WHAT YOU ARE ASKED TO DO: Pull every line containing "Fairview" from the listing below.

RECORDS SHOWN:

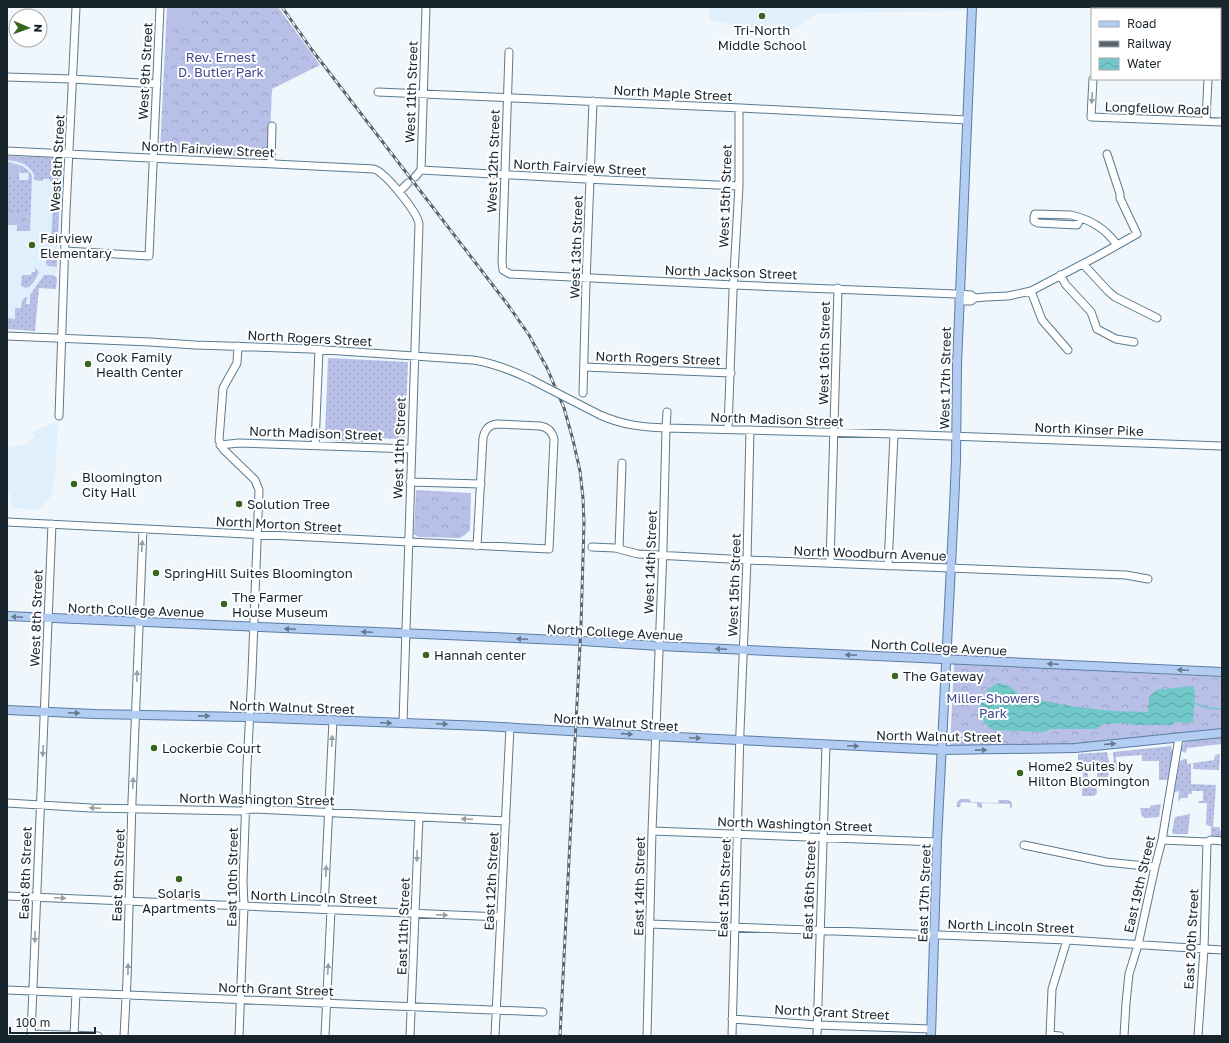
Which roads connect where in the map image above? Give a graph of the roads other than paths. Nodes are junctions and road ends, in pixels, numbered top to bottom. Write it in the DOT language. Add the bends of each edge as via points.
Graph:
graph roads {
  1 [pos="76,7"];
  2 [pos="160,7"];
  3 [pos="426,7"];
  4 [pos="972,7"];
  5 [pos="509,52"];
  6 [pos="7,77"];
  7 [pos="72,79"];
  8 [pos="1093,80"];
  9 [pos="1208,80"];
  10 [pos="157,84"];
  11 [pos="378,92"];
  12 [pos="423,94"];
  13 [pos="507,97"];
  14 [pos="593,101"];
  15 [pos="739,108"];
  16 [pos="967,120"];
  17 [pos="1206,122"];
  18 [pos="1222,122"];
  19 [pos="272,126"];
  20 [pos="7,151"];
  21 [pos="69,154"];
  22 [pos="1107,154"];
  23 [pos="154,158"];
  24 [pos="271,164"];
  25 [pos="421,170"];
  26 [pos="504,175"];
  27 [pos="415,176"];
  28 [pos="590,180"];
  29 [pos="408,183"];
  30 [pos="739,186"];
  31 [pos="399,192"];
  32 [pos="1081,218"];
  33 [pos="1117,245"];
  34 [pos="65,251"];
  35 [pos="1083,264"];
  36 [pos="503,270"];
  37 [pos="1060,275"];
  38 [pos="586,278"];
  39 [pos="734,285"];
  40 [pos="838,288"];
  41 [pos="1031,291"];
  42 [pos="959,298"];
  43 [pos="1157,318"];
  44 [pos="7,336"];
  45 [pos="61,338"];
  46 [pos="1134,342"];
  47 [pos="238,346"];
  48 [pos="319,350"];
  49 [pos="1068,350"];
  50 [pos="414,356"];
  51 [pos="584,367"];
  52 [pos="731,373"];
  53 [pos="583,392"];
  54 [pos="667,412"];
  55 [pos="600,415"];
  56 [pos="59,416"];
  57 [pos="666,428"];
  58 [pos="728,430"];
  59 [pos="750,430"];
  60 [pos="834,433"];
  61 [pos="894,434"];
  62 [pos="956,436"];
  63 [pos="220,445"];
  64 [pos="315,445"];
  65 [pos="1222,446"];
  66 [pos="411,449"];
  67 [pos="622,463"];
  68 [pos="410,482"];
  69 [pos="481,484"];
  70 [pos="7,522"];
  71 [pos="52,524"];
  72 [pos="143,529"];
  73 [pos="257,534"];
  74 [pos="408,542"];
  75 [pos="477,546"];
  76 [pos="592,547"];
  77 [pos="619,549"];
  78 [pos="663,555"];
  79 [pos="748,560"];
  80 [pos="830,563"];
  81 [pos="888,566"];
  82 [pos="951,568"];
  83 [pos="1148,579"];
  84 [pos="7,616"];
  85 [pos="47,618"];
  86 [pos="140,622"];
  87 [pos="254,627"];
  88 [pos="406,634"];
  89 [pos="659,646"];
  90 [pos="743,650"];
  91 [pos="946,659"];
  92 [pos="1222,672"];
  93 [pos="7,710"];
  94 [pos="45,712"];
  95 [pos="136,715"];
  96 [pos="250,717"];
  97 [pos="333,720"];
  98 [pos="403,723"];
  99 [pos="510,727"];
  100 [pos="1222,733"];
  101 [pos="656,736"];
  102 [pos="1179,738"];
  103 [pos="740,741"];
  104 [pos="826,745"];
  105 [pos="942,750"];
  106 [pos="7,803"];
  107 [pos="40,805"];
  108 [pos="132,808"];
  109 [pos="246,810"];
  110 [pos="328,812"];
  111 [pos="419,817"];
  112 [pos="506,821"];
  113 [pos="652,831"];
  114 [pos="737,834"];
  115 [pos="823,837"];
  116 [pos="1162,840"];
  117 [pos="1222,841"];
  118 [pos="937,842"];
  119 [pos="1207,842"];
  120 [pos="1024,846"];
  121 [pos="1155,867"];
  122 [pos="7,896"];
  123 [pos="36,897"];
  124 [pos="129,901"];
  125 [pos="244,906"];
  126 [pos="328,910"];
  127 [pos="415,913"];
  128 [pos="501,917"];
  129 [pos="650,924"];
  130 [pos="735,927"];
  131 [pos="820,930"];
  132 [pos="935,935"];
  133 [pos="1067,940"];
  134 [pos="1138,945"];
  135 [pos="1204,949"];
  136 [pos="1222,950"];
  137 [pos="7,990"];
  138 [pos="33,991"];
  139 [pos="76,993"];
  140 [pos="127,995"];
  141 [pos="240,1000"];
  142 [pos="326,1002"];
  143 [pos="412,1006"];
  144 [pos="496,1010"];
  145 [pos="543,1012"];
  146 [pos="732,1019"];
  147 [pos="817,1025"];
  148 [pos="931,1032"];
  149 [pos="31,1035"];
  150 [pos="74,1035"];
  151 [pos="98,1036"];
  152 [pos="124,1036"];
  153 [pos="239,1036"];
  154 [pos="325,1036"];
  155 [pos="410,1036"];
  156 [pos="495,1036"];
  157 [pos="647,1036"];
  158 [pos="732,1036"];
  159 [pos="817,1036"];
  160 [pos="1050,1036"];
  161 [pos="1060,1036"];
  162 [pos="1124,1036"];
  163 [pos="1198,1036"];
  1 -- 7 [label="street, West 8th Street"];
  2 -- 10 [label="street, West 9th Street"];
  3 -- 12 [label="street, West 11th Street"];
  4 -- 16 [label="main road, West 17th Street"];
  5 -- 13 [label="street, West 12th Street"];
  6 -- 7 [label="street"];
  7 -- 10 [label="street"];
  7 -- 21 [label="street, West 8th Street"];
  8 -- 17 [label="street, Longfellow Road, one-way" via="1092,117"];
  9 -- 17 [label="street"];
  10 -- 23 [label="street, West 9th Street"];
  11 -- 12 [label="street, North Maple Street"];
  12 -- 13 [label="street, North Maple Street"];
  12 -- 25 [label="street, West 11th Street"];
  13 -- 14 [label="street, North Maple Street"];
  13 -- 26 [label="street, West 12th Street"];
  14 -- 15 [label="street, North Maple Street"];
  14 -- 28 [label="street, West 13th Street"];
  15 -- 16 [label="street, North Maple Street"];
  15 -- 30 [label="street, West 15th Street"];
  16 -- 42 [label="main road, West 17th Street"];
  17 -- 18 [label="street, Longfellow Road"];
  19 -- 24 [label="street"];
  20 -- 21 [label="street, North Fairview Street"];
  21 -- 23 [label="street, North Fairview Street"];
  21 -- 34 [label="street, West 8th Street"];
  22 -- 33 [label="street" via="1120,198 1137,234"];
  23 -- 24 [label="street, North Fairview Street"];
  23 -- 34 [label="street, West 9th Street" via="149,256"];
  24 -- 31 [label="street, North Fairview Street" via="374,169 383,174"];
  25 -- 26 [label="street, North Fairview Street"];
  25 -- 27 [label="street"];
  26 -- 28 [label="street, North Fairview Street"];
  26 -- 36 [label="street, West 12th Street"];
  28 -- 30 [label="street, North Fairview Street"];
  28 -- 38 [label="street, West 13th Street"];
  29 -- 31 [label="street"];
  30 -- 39 [label="street, West 15th Street"];
  31 -- 50 [label="street, West 11th Street" via="419,220"];
  32 -- 32 [label="street" via="1071,215 1035,214 1034,221 1077,225"];
  32 -- 33 [label="street" via="1100,226"];
  33 -- 35 [label="street"];
  34 -- 45 [label="street, West 8th Street"];
  35 -- 37 [label="street"];
  35 -- 43 [label="street" via="1115,297"];
  36 -- 38 [label="street, North Jackson Street" via="510,274"];
  37 -- 41 [label="street"];
  37 -- 46 [label="street" via="1091,312 1096,328 1116,339"];
  38 -- 39 [label="street, North Jackson Street"];
  38 -- 51 [label="street, West 13th Street"];
  39 -- 40 [label="street, North Jackson Street"];
  39 -- 52 [label="street, West 15th Street"];
  40 -- 42 [label="street, North Jackson Street"];
  40 -- 60 [label="street, West 16th Street"];
  41 -- 42 [label="street, North Jackson Street" via="1008,296 975,298 971,301"];
  41 -- 49 [label="street" via="1042,320"];
  42 -- 62 [label="main road, West 17th Street"];
  44 -- 45 [label="street, North Rogers Street"];
  45 -- 47 [label="street, North Rogers Street"];
  45 -- 56 [label="street, West 8th Street"];
  47 -- 48 [label="street, North Rogers Street"];
  47 -- 63 [label="street" via="237,363 222,392"];
  48 -- 50 [label="street, North Rogers Street"];
  48 -- 64 [label="street"];
  50 -- 55 [label="street, North Rogers Street, bridge" via="491,363 530,379"];
  50 -- 66 [label="street, West 11th Street"];
  51 -- 52 [label="street, North Rogers Street"];
  51 -- 53 [label="street, West 13th Street"];
  52 -- 58 [label="street, West 15th Street"];
  54 -- 57 [label="street, West 14th Street"];
  55 -- 57 [label="street, North Madison Street" via="615,422"];
  57 -- 58 [label="street, North Madison Street"];
  57 -- 78 [label="street, West 14th Street"];
  58 -- 59 [label="street, North Madison Street"];
  59 -- 60 [label="street, North Madison Street"];
  59 -- 79 [label="street, West 15th Street"];
  60 -- 61 [label="street, North Madison Street"];
  60 -- 80 [label="street, West 16th Street"];
  61 -- 62 [label="street, North Madison Street"];
  61 -- 81 [label="street"];
  62 -- 65 [label="street, North Kinser Pike"];
  62 -- 82 [label="main road, West 17th Street"];
  63 -- 64 [label="street, North Madison Street"];
  63 -- 73 [label="street, East 10th Street" via="258,486"];
  64 -- 66 [label="street, North Madison Street"];
  66 -- 68 [label="street, West 11th Street"];
  67 -- 77 [label="street"];
  68 -- 69 [label="street"];
  68 -- 74 [label="street, West 11th Street"];
  69 -- 75 [label="street"];
  69 -- 75 [label="street, North Morton Street" via="484,436 491,425 540,426 550,431 554,439 549,549"];
  70 -- 71 [label="street, North Morton Street"];
  71 -- 72 [label="street, North Morton Street"];
  71 -- 85 [label="street, West 8th Street"];
  72 -- 73 [label="street, North Morton Street"];
  86 -- 72 [label="street, one-way"];
  73 -- 74 [label="street, North Morton Street"];
  73 -- 87 [label="street, East 10th Street"];
  74 -- 75 [label="street, North Morton Street"];
  74 -- 88 [label="street, West 11th Street"];
  76 -- 77 [label="street, North Woodburn Avenue"];
  77 -- 78 [label="street, North Woodburn Avenue" via="638,554"];
  78 -- 79 [label="street, North Woodburn Avenue"];
  78 -- 89 [label="street, West 14th Street"];
  79 -- 80 [label="street, North Woodburn Avenue"];
  79 -- 90 [label="street, West 15th Street"];
  80 -- 81 [label="street, North Woodburn Avenue"];
  81 -- 82 [label="street, North Woodburn Avenue"];
  82 -- 83 [label="street, North Woodburn Avenue" via="1126,575"];
  82 -- 91 [label="main road, West 17th Street"];
  85 -- 84 [label="main road, North College Avenue, one-way"];
  85 -- 86 [label="main road, North College Avenue"];
  85 -- 94 [label="street, West 8th Street"];
  86 -- 87 [label="main road, North College Avenue"];
  95 -- 86 [label="street, one-way"];
  88 -- 87 [label="main road, North College Avenue, one-way"];
  87 -- 96 [label="street, East 10th Street"];
  89 -- 88 [label="main road, North College Avenue, one-way"];
  88 -- 98 [label="street, West 11th Street"];
  90 -- 89 [label="main road, North College Avenue, one-way"];
  89 -- 101 [label="street, West 14th Street"];
  91 -- 90 [label="main road, North College Avenue, one-way"];
  90 -- 103 [label="street, West 15th Street"];
  92 -- 91 [label="main road, North College Avenue, one-way"];
  91 -- 105 [label="main road, West 17th Street"];
  93 -- 94 [label="main road, North Walnut Street"];
  94 -- 95 [label="main road, North Walnut Street, one-way"];
  94 -- 107 [label="street, East 8th Street, one-way"];
  95 -- 96 [label="main road, North Walnut Street, one-way"];
  108 -- 95 [label="street, East 9th Street, one-way"];
  96 -- 97 [label="main road, North Walnut Street"];
  96 -- 109 [label="street, East 10th Street"];
  97 -- 98 [label="main road, North Walnut Street, one-way"];
  110 -- 97 [label="street, one-way"];
  98 -- 99 [label="main road, North Walnut Street, one-way"];
  99 -- 101 [label="main road, North Walnut Street, one-way"];
  99 -- 112 [label="street, East 12th Street"];
  100 -- 102 [label="main road, North Walnut Street"];
  101 -- 103 [label="main road, North Walnut Street, one-way"];
  101 -- 113 [label="street, East 14th Street"];
  105 -- 102 [label="main road, North Walnut Street, one-way" via="1075,748"];
  102 -- 116 [label="street, East 19th Street"];
  103 -- 104 [label="main road, North Walnut Street"];
  103 -- 114 [label="street, East 15th Street"];
  104 -- 105 [label="main road, North Walnut Street, one-way"];
  104 -- 115 [label="street, East 16th Street"];
  105 -- 118 [label="main road, East 17th Street"];
  106 -- 107 [label="street, North Washington Street"];
  108 -- 107 [label="street, North Washington Street, one-way"];
  107 -- 123 [label="street, East 8th Street"];
  108 -- 109 [label="street, North Washington Street"];
  108 -- 124 [label="street, East 9th Street"];
  109 -- 110 [label="street, North Washington Street"];
  109 -- 125 [label="street, East 10th Street"];
  110 -- 111 [label="street, North Washington Street"];
  126 -- 110 [label="street, one-way"];
  112 -- 111 [label="street, North Washington Street, one-way"];
  111 -- 127 [label="street, East 11th Street, one-way"];
  112 -- 128 [label="street, East 12th Street"];
  113 -- 114 [label="street, North Washington Street"];
  113 -- 129 [label="street, East 14th Street"];
  114 -- 115 [label="street, North Washington Street"];
  114 -- 130 [label="street, East 15th Street"];
  115 -- 118 [label="street, North Washington Street"];
  115 -- 131 [label="street, East 16th Street"];
  116 -- 119 [label="street"];
  116 -- 121 [label="street, East 19th Street"];
  117 -- 119 [label="street"];
  118 -- 132 [label="main road, East 17th Street"];
  119 -- 135 [label="street, East 20th Street"];
  120 -- 121 [label="street" via="1106,862"];
  121 -- 134 [label="street, East 19th Street"];
  122 -- 123 [label="street, North Lincoln Street"];
  123 -- 124 [label="street, North Lincoln Street, one-way"];
  123 -- 138 [label="street, East 8th Street, one-way"];
  124 -- 125 [label="street, North Lincoln Street"];
  140 -- 124 [label="street, East 9th Street, one-way"];
  125 -- 126 [label="street, North Lincoln Street"];
  125 -- 141 [label="street, East 10th Street"];
  126 -- 127 [label="street, North Lincoln Street"];
  142 -- 126 [label="street, one-way"];
  127 -- 128 [label="street, North Lincoln Street, one-way"];
  127 -- 143 [label="street, East 11th Street"];
  128 -- 144 [label="street, East 12th Street"];
  129 -- 130 [label="street, North Lincoln Street"];
  129 -- 157 [label="street, East 14th Street"];
  130 -- 131 [label="street, North Lincoln Street"];
  130 -- 146 [label="street, East 15th Street"];
  131 -- 132 [label="street, North Lincoln Street"];
  131 -- 147 [label="street, East 16th Street"];
  132 -- 133 [label="street, North Lincoln Street"];
  132 -- 148 [label="main road, East 17th Street"];
  133 -- 134 [label="street, North Lincoln Street"];
  133 -- 160 [label="street" via="1052,989"];
  134 -- 135 [label="street, North Lincoln Street"];
  134 -- 162 [label="street, East 19th Street" via="1129,974"];
  135 -- 136 [label="street, North Lincoln Street"];
  135 -- 163 [label="street, East 20th Street"];
  137 -- 138 [label="street, North Grant Street"];
  138 -- 139 [label="street, North Grant Street"];
  138 -- 149 [label="street, East 8th Street"];
  139 -- 140 [label="street, North Grant Street"];
  139 -- 150 [label="street"];
  140 -- 141 [label="street, North Grant Street"];
  140 -- 152 [label="street, East 9th Street"];
  141 -- 142 [label="street, North Grant Street"];
  141 -- 153 [label="street, East 10th Street"];
  142 -- 143 [label="street, North Grant Street"];
  142 -- 154 [label="street"];
  143 -- 144 [label="street, North Grant Street"];
  143 -- 155 [label="street, East 11th Street"];
  144 -- 145 [label="street, North Grant Street"];
  144 -- 156 [label="street, East 12th Street"];
  146 -- 147 [label="street, North Grant Street"];
  146 -- 158 [label="street, East 15th Street"];
  147 -- 148 [label="street, North Grant Street"];
  147 -- 159 [label="street, East 16th Street"];
  149 -- 150 [label="street"];
  150 -- 151 [label="street"];
  160 -- 161 [label="street"];
}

TASK RESPONSE:
  20 -- 21 [label="street, North Fairview Street"];
  21 -- 23 [label="street, North Fairview Street"];
  23 -- 24 [label="street, North Fairview Street"];
  24 -- 31 [label="street, North Fairview Street" via="374,169 383,174"];
  25 -- 26 [label="street, North Fairview Street"];
  26 -- 28 [label="street, North Fairview Street"];
  28 -- 30 [label="street, North Fairview Street"];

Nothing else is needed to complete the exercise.